Mihos’s eyes cooled further. “A low born dares to threaten me. How entertaining.”
He took one small step closer, enough to make the hierarchy of the camp seem to lean inward around him.
“You wear the Dawn house name,” he said. “That is already more generosity than your blood deserves.”
Bat Bat’s fingers twitched. Elena did not look at her, but Bat Bat somehow still felt the warning and remained silent.
Sekhmet’s face did not change.
Mihos continued, voice now quieter, which made it crueler.
“You and I may share a little blood somewhere behind us. That does not make us equals. Your father was banished from the family.
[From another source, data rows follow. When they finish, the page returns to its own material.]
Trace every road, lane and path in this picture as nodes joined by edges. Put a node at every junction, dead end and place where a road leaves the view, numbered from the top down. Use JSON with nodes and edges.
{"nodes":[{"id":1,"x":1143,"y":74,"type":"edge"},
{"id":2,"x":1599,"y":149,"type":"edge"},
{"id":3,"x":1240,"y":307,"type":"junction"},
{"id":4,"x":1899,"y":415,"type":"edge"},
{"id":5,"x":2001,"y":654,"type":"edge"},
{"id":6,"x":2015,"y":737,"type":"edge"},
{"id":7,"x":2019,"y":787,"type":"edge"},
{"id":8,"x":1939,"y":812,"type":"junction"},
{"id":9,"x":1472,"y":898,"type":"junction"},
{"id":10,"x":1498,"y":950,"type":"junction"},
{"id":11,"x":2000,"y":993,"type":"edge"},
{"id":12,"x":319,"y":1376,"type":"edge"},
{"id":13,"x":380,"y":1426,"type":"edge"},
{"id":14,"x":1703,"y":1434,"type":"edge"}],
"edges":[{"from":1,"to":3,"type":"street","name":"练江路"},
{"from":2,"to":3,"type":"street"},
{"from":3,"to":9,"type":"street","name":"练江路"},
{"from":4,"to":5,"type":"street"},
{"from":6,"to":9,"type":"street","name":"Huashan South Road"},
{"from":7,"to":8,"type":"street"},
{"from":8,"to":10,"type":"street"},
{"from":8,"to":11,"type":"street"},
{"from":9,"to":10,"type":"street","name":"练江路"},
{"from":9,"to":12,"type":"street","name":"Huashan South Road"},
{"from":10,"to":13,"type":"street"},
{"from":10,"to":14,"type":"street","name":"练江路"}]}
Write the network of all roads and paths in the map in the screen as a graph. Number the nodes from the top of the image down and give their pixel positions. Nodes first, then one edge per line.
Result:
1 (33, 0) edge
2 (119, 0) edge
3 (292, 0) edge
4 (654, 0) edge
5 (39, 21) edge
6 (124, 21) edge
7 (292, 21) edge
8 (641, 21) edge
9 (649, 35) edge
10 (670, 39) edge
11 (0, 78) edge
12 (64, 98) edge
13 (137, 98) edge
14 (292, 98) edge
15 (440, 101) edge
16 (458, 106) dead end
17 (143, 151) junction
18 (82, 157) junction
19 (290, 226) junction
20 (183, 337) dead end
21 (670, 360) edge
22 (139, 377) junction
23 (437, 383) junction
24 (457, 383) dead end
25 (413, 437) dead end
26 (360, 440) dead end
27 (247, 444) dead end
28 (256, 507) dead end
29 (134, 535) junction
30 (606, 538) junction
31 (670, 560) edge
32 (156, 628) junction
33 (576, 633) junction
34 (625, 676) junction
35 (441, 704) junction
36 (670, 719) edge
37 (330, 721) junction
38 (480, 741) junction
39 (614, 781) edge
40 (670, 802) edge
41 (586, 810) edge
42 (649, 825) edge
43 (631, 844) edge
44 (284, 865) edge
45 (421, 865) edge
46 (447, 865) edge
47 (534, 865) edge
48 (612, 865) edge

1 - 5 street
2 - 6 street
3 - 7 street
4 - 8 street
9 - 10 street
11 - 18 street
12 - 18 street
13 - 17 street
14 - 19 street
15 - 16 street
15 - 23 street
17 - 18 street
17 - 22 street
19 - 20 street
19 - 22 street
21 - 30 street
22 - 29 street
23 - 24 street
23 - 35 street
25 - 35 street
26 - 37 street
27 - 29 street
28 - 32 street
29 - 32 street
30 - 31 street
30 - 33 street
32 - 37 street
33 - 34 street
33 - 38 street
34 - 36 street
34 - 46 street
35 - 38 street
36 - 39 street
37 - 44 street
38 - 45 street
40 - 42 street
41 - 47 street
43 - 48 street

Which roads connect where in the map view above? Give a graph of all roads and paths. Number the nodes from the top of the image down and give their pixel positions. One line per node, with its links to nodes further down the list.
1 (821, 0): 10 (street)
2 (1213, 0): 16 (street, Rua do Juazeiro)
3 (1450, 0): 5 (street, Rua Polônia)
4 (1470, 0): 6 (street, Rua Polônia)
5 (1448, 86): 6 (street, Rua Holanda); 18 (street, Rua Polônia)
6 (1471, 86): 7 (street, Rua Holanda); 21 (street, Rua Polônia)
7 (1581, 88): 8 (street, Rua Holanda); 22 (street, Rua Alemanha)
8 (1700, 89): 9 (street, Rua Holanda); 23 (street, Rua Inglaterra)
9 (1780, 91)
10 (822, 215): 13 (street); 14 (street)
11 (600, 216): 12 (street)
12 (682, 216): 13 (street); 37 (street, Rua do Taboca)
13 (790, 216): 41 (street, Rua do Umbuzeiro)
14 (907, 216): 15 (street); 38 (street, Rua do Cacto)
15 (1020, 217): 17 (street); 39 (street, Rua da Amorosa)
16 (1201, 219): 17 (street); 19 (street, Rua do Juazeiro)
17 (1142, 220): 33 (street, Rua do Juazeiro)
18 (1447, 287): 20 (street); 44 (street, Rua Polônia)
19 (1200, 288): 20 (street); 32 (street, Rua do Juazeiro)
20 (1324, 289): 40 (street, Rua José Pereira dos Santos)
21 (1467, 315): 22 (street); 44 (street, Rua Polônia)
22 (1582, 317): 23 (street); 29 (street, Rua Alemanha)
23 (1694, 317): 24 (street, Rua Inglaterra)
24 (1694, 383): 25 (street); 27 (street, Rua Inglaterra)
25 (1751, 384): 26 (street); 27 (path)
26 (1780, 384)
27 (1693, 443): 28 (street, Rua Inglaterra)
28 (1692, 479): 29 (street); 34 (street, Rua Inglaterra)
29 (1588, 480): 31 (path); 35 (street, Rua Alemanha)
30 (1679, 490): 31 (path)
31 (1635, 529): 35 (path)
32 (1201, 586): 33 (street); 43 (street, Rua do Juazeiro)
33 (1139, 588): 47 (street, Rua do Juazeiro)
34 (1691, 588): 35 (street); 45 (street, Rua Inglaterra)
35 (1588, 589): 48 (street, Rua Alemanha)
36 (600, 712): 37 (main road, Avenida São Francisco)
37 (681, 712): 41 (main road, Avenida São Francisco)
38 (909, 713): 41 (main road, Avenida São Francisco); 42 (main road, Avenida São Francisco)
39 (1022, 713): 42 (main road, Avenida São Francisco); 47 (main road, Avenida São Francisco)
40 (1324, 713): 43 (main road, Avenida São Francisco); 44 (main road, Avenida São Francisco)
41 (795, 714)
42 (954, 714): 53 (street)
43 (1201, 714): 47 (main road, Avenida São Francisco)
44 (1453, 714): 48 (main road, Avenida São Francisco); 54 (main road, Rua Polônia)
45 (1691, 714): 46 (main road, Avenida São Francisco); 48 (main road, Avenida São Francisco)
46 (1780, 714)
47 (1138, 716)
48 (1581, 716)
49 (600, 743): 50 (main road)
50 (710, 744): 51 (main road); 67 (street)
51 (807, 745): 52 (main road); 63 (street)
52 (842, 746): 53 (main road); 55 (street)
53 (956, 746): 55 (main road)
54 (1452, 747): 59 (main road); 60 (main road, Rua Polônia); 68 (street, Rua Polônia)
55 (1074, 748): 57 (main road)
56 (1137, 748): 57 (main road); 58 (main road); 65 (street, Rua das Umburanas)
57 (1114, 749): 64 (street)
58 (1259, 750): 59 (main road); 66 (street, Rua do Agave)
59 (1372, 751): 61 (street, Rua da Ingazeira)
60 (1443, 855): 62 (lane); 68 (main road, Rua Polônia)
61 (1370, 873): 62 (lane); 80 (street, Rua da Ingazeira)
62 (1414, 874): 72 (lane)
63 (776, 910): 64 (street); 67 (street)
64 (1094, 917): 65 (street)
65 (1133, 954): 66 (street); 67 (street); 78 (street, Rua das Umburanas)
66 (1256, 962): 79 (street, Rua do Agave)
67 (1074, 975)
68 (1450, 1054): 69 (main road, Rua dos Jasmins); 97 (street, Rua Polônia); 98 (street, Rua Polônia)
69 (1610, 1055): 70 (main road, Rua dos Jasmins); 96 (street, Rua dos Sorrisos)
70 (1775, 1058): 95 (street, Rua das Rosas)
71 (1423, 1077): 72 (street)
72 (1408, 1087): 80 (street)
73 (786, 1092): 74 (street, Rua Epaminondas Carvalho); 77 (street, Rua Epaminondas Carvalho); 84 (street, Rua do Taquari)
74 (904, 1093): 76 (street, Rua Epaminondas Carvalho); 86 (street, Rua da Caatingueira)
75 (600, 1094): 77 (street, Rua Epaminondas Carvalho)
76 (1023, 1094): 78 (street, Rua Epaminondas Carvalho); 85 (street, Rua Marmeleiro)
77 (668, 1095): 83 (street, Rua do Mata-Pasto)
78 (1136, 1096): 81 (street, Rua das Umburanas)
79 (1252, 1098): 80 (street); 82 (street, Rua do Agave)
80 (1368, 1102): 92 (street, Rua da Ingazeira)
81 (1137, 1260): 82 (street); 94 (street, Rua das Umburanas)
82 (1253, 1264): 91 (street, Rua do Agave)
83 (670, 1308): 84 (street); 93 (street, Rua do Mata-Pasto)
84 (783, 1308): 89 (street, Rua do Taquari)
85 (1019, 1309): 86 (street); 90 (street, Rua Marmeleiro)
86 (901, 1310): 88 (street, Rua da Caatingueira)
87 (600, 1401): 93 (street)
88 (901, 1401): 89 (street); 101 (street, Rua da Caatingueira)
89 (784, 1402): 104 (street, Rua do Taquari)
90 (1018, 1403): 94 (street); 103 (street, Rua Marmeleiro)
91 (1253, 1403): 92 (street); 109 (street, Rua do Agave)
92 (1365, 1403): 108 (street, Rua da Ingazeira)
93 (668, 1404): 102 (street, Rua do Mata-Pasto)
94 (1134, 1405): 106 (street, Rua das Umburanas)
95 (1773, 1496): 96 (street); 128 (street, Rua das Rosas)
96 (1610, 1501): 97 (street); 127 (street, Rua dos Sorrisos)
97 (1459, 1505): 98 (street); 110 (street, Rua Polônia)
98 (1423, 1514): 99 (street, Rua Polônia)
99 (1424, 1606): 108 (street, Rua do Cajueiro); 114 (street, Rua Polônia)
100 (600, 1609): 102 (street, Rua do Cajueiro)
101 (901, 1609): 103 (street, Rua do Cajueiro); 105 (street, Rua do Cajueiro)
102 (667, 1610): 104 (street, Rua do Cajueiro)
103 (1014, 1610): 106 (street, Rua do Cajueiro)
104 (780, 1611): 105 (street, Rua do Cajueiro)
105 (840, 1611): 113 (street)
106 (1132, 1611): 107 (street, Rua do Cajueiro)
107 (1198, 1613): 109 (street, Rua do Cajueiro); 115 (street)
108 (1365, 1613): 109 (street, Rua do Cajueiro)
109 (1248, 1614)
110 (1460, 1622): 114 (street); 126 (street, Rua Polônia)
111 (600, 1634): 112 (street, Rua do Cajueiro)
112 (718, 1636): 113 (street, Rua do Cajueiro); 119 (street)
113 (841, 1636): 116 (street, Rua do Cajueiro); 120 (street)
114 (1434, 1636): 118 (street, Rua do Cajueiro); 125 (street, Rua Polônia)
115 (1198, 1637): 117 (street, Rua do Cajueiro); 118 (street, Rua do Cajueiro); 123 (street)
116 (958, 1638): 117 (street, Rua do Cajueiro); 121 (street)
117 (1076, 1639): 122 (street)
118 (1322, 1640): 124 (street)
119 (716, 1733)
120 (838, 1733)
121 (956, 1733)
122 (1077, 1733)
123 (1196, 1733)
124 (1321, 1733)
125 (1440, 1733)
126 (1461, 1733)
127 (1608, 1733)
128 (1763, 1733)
He lost his standing. He lost his place. He even lost the right to matter in the way true lines matter.”
Mihos’s eyes sharpened on Sekhmet’s. “And what remains of him is only you.”
Kess stood very still.
This was worse than an insult now. This was the sort of family contempt that stopped being performance and became instinct.
Sekhmet let the words pass through him without showing the full force of the anger they deserved.
That itself was a weapon.
Mihos had expected offense. Pain. Young temper. He had expected the lower one to reveal himself by reacting too quickly when his father was dragged under the boot.
Instead Sekhmet said, “You talk a great deal for someone who has nothing but his family name. You didn’t even dare to come to me. Instead you sent a servant with your message.”
The nearest two guards went rigid.
Kess wanted to die again.
Mihos’s smile vanished.
A cleaner expression took its place.
“I sent Kess,” Mihos said, “because lower dealings rarely deserve personal effort. You aren’t worth my personal visit.”
“Then why are you here? Why did you ask to meet me?”
The question cut directly enough that even Elena’s eyes moved once toward Sekhmet. It was not a warning. It was an approval by her, she almost said it out loud. Good job young master.
Mihos heard the challenge and understood it perfectly.
Because that was the truth under the entire road, the camp, the message, the insult, the waiting servant, and the chosen stage. If Sekhmet truly did not matter, Mihos would not be here. He would have sent pressure, not presence. Money, not blood. Silence, not himself.
Mihos’s mouth shifted faintly.
“Because your father forgot his place,” he said. “And because men who forget their place teach their sons bad habits.”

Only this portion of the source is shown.